A empresa passou dificuldades há alguns anos, teve um novo aporte em 2022 e o seu retorno. Como está hoje? Meu retorno foi em 2020, preparando a empresa operacionalmente para voltar a ser pujante e poder ter esse aporte, e os credores entenderem que a empresa valia a pena.
Na recuperação extrajudicial? Foi antes disso. Eu comecei em janeiro de 2020. O pessoal tinha levantado dinheiro na Bolsa em dezembro de 2019. Quando veio a pandemia, aquele recurso acabou indo para outro caminho, os juros subiram, a dívida muito alta. Foi um momento propício para começar a fazer coisas que precisavam ser feitas.
A minha volta marca esse momento em que começamos a reorganizar as marcas, buscando a essência delas, para sair daquela situação que estava complicada, com decisões erradas ao longo de muito tempo. Fizemos todo esse trabalho, que começou pela Le Lis e passou pela Bobô. A Dudalina e a Individual eram marcas que, lá atrás, antes de eu sair, não estavam sob a minha responsabilidade. Eu entendi a operação, e a gente agiu.
Na John John, que vinha muito bem, deixamos para fazer a reorganização por último. No último ano, eu tenho perdido vendas. Mas estamos nos reorganizando, com estrutura completamente nova. Agora se começa a ver os resultados. Abrimos uma loja com um conceito novo da John John e começa essa virada nela também, a exemplo do que fizemos com as outras.
O que é essa mudança?
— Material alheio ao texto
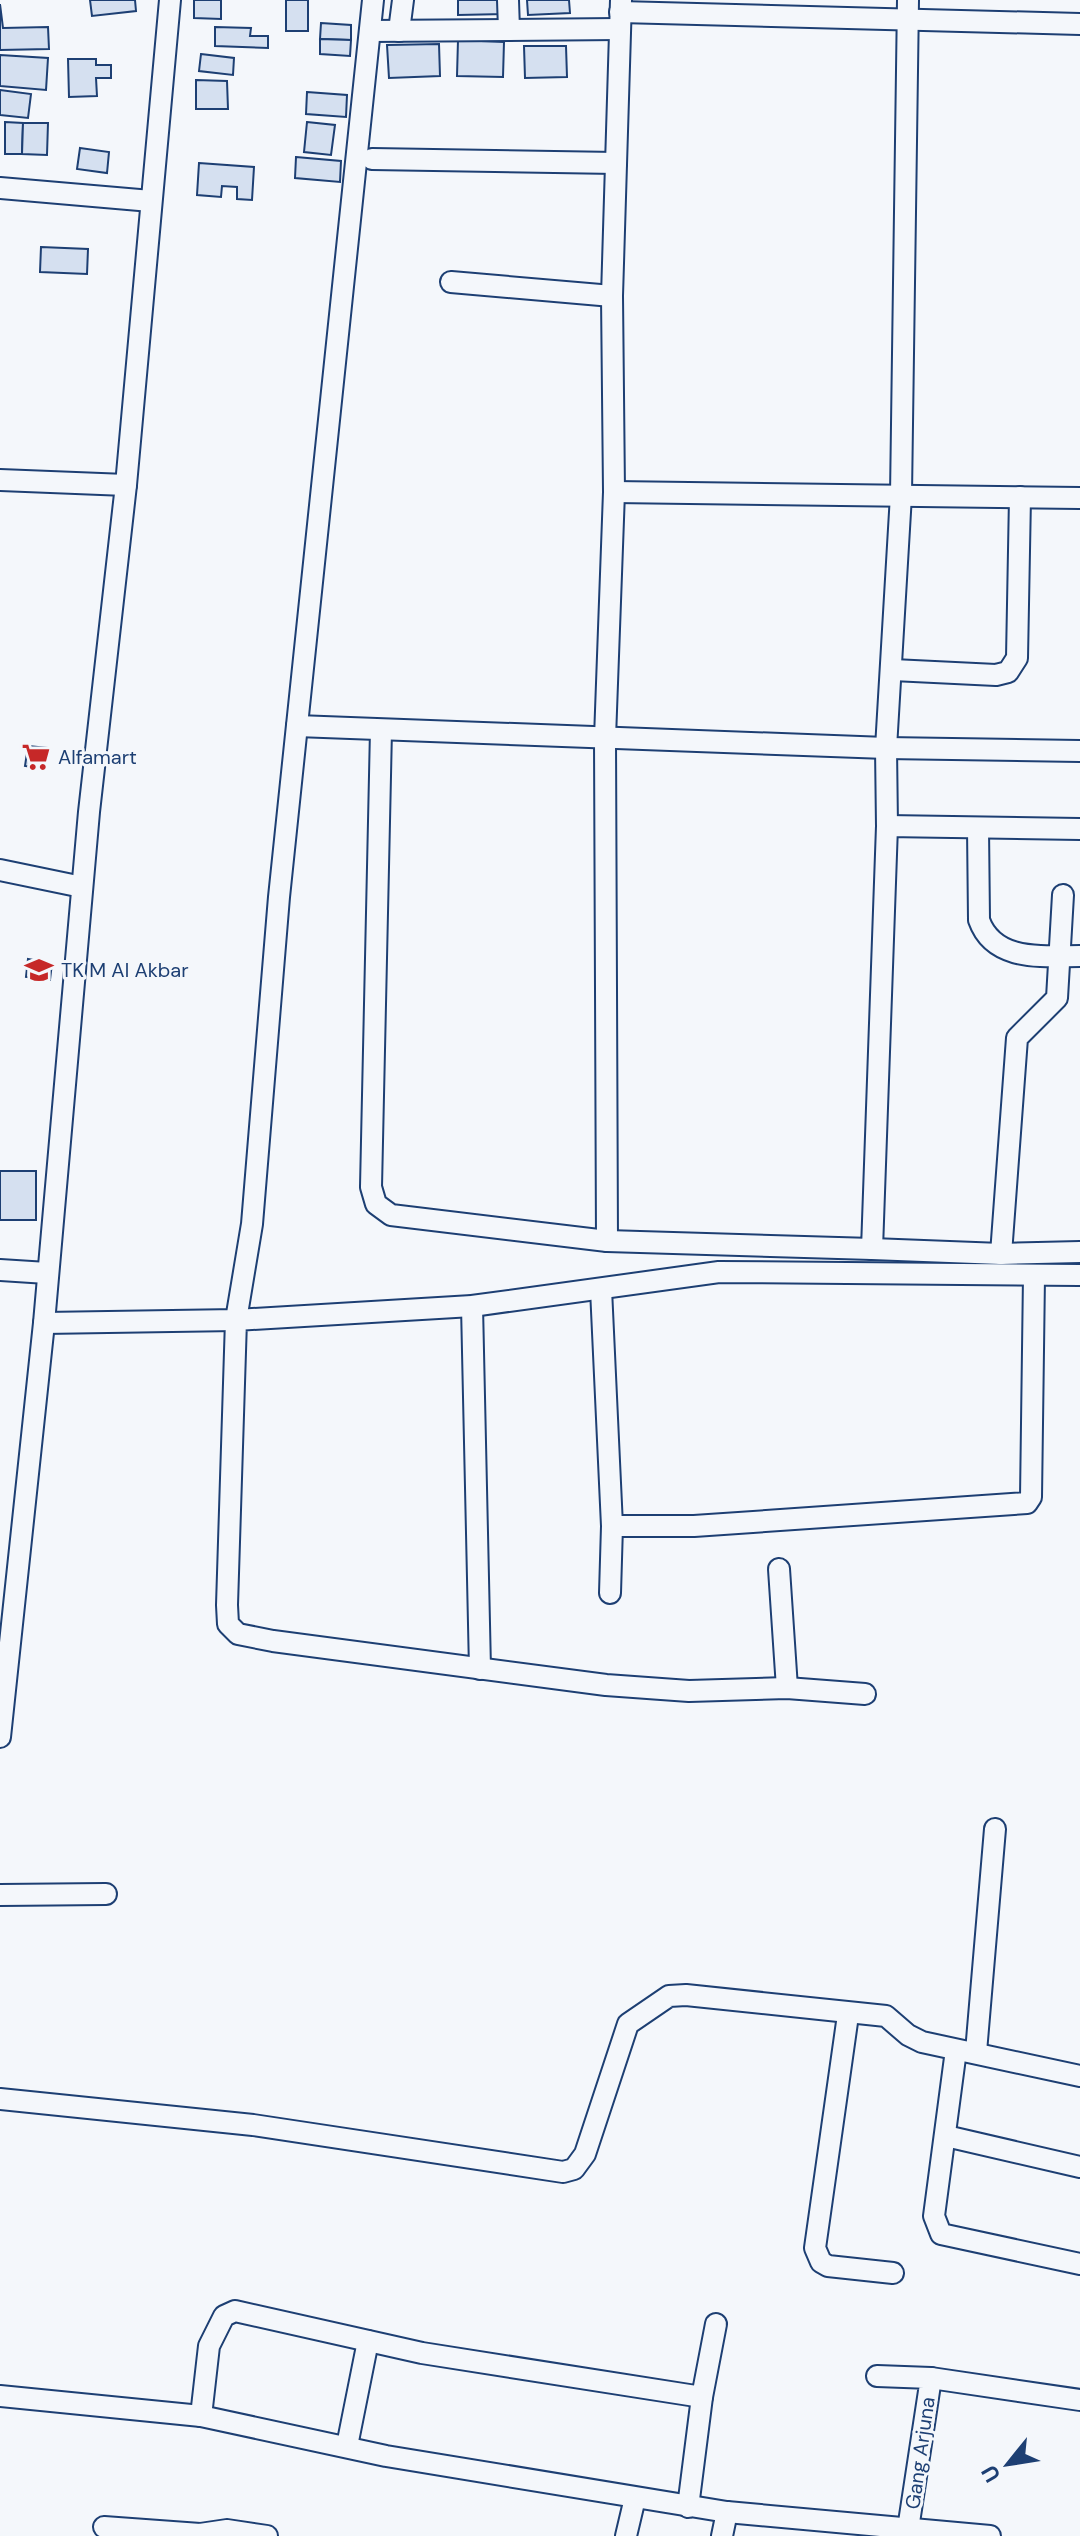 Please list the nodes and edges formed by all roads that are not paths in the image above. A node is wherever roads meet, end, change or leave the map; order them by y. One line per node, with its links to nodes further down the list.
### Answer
1 (170, 0): 15 (street)
2 (373, 0): 10 (street)
3 (403, 0): 11 (street)
4 (508, 0): 9 (street)
5 (908, 0): 7 (street)
6 (620, 14): 7 (street); 9 (street); 13 (street)
7 (907, 22): 8 (street); 21 (street)
8 (1080, 24)
9 (509, 30): 11 (street)
10 (370, 31): 11 (street); 25 (street)
11 (399, 31)
12 (372, 159): 13 (street)
13 (616, 163): 17 (street)
14 (0, 188): 15 (street)
15 (151, 201): 19 (street)
16 (451, 282): 17 (street)
17 (612, 296): 20 (street)
18 (0, 480): 19 (street)
19 (126, 485): 34 (street)
20 (614, 492): 21 (street); 27 (street)
21 (901, 495): 22 (street); 24 (street)
22 (1020, 497): 23 (street); 24 (street)
23 (1080, 498)
24 (893, 670): 28 (street)
25 (297, 726): 26 (street); 47 (street)
26 (381, 730): 27 (street); 37 (street)
27 (605, 738): 28 (street); 37 (street)
28 (886, 748): 29 (street); 30 (street)
29 (1080, 751)
30 (887, 826): 31 (street); 38 (street)
31 (978, 828): 32 (street); 36 (street)
32 (1080, 829)
33 (0, 870): 34 (street)
34 (82, 887): 42 (street)
35 (1063, 895): 36 (street)
36 (1070, 956): 40 (street)
37 (607, 1241): 38 (street)
38 (872, 1249): 40 (street)
39 (1080, 1252): 40 (street)
40 (1001, 1254)
41 (0, 1270): 42 (street)
42 (47, 1273): 48 (street)
43 (1080, 1275): 44 (street)
44 (1034, 1276): 45 (street); 51 (street)
45 (601, 1289): 46 (street); 51 (street)
46 (472, 1306): 47 (street); 55 (street)
47 (236, 1320): 48 (street); 55 (street)
48 (44, 1323): 50 (street)
49 (0, 1520): 50 (street)
50 (22, 1520): 54 (street)
51 (612, 1526): 53 (street)
52 (779, 1569): 56 (street)
53 (610, 1593)
54 (4, 1654): 58 (street)
55 (480, 1669): 56 (street)
56 (787, 1688): 57 (street)
57 (865, 1694)
58 (0, 1737)
59 (995, 1829): 63 (street)
60 (106, 1894): 61 (street)
61 (0, 1895)
62 (848, 2015): 63 (street); 65 (street); 69 (street)
63 (966, 2051): 64 (street); 66 (street)
64 (1080, 2076)
65 (0, 2099)
66 (946, 2136): 67 (street); 68 (street)
67 (1080, 2167)
68 (1080, 2264)
69 (893, 2273)
70 (716, 2324): 75 (street)
71 (368, 2341): 75 (street); 77 (street); 78 (street)
72 (877, 2376): 73 (street, Gang Arjuna)
73 (931, 2378): 76 (street, Gang Arjuna); 83 (street, Gang Arjuna)
74 (0, 2396): 77 (street)
75 (702, 2397): 80 (street)
76 (1080, 2400)
77 (201, 2416): 78 (street)
78 (347, 2446): 79 (street)
79 (635, 2498): 80 (street); 86 (street)
80 (688, 2507): 81 (street)
81 (727, 2512): 84 (street); 87 (street)
82 (104, 2527): 85 (street)
83 (908, 2529): 84 (street); 88 (street)
84 (825, 2530)
85 (267, 2536)
86 (626, 2536)
87 (722, 2536)
88 (990, 2536)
A John John sempre foi uma marca para a balada e a noite. Nós percebemos, especialmente depois da pandemia, que a noite mudou. Muitos eventos passaram para o dia. Os jovens, que antigamente eram os inimigos do fim, hoje querem terminar rápido para aproveitar o dia.
Estamos ampliando o portfólio da John John para trazer a coleção também para ser usada durante o dia, obedecendo todo o conceito dela de espírito jovem, irreverente. Mudamos a equipe inteira, de estilo, comercial e planejamento.
A loja nova vai trazer isso na arquitetura. Será branca e preta, para refletir o dia e a noite, diferente das lojas mais escuras. Nos números, não se vê ainda essa mudança. Prevemos começar a ver isso a partir do quatro trimestre.
Qual é a sua opinião sobre o impacto do avanço das plataformas chinesas sobre o varejo brasileiro? Elas não competem com o seu produto? É outro posicionamento. Quando existe isonomia tributária, a concorrência é muito positiva. Mas é ruim para o mercado como um todo quando uma plataforma chinesa vem para cá com uma alíquota diferente de impostos e um benefício que nós, os que pagamos imposto, não temos.
Os magazines brasileiros, que têm gente competente há muitos anos, sofrem. Isso respinga para todo mundo. Não é concorrente direto meu, mas eu me solidarizo. O Congresso já aprovou pelo menos uma taxa de importação de 20%. Foi maravilhoso e já é um começo. Não é ainda o que precisa ser, mas acho que estamos no caminho. Foi fruto de um movimento intenso do setor como um todo para buscar isonomia tributária.
Quando se compete de igual para igual, se eles têm preço, a gente tem qualidade. Se eles têm preço, nós temos relacionamento com os clientes. No Brasil, nós temos relacionamento com os clientes. A China está lá longe. Tem preço, tem apelo, agora, como é o ESG? Não sabemos. Nós sabemos quais são as nossas responsabilidades, que deveriam ser do mundo inteiro.
E as mudanças climáticas? Como isso interfere no estilo? Esse ano não teve inverno, mas houve mudanças bruscas de temperatura, não? Mudança climática veio para ficar. Olhando para isso, a gente já vem se preparando na concepção da coleção para ter um inverno mais leve. Esse ano, por exemplo, já vendemos 26% ou 29% menos casacos do que no ano passado, mas já foi projetado.
E não por isso eu deixei que o meu faturamento caísse. Tivemos uma inversão e uma coleção mais leve. Isso vai ser assim, acho que teremos de prestar atenção nisso por muito tempo.
A roupa de inverno tem uma rentabilidade maior? Não necessariamente. Temos um foco de rentabilidade. E no nosso mix, ela tem uma composição. Então, de acordo com o nosso planejamento, se planejamos ter menos mercadoria de inverno, vamos planejar ter mais um outro tipo de mercadoria. Na média, a margem bruta vai estar preservada. Esse é o objetivo.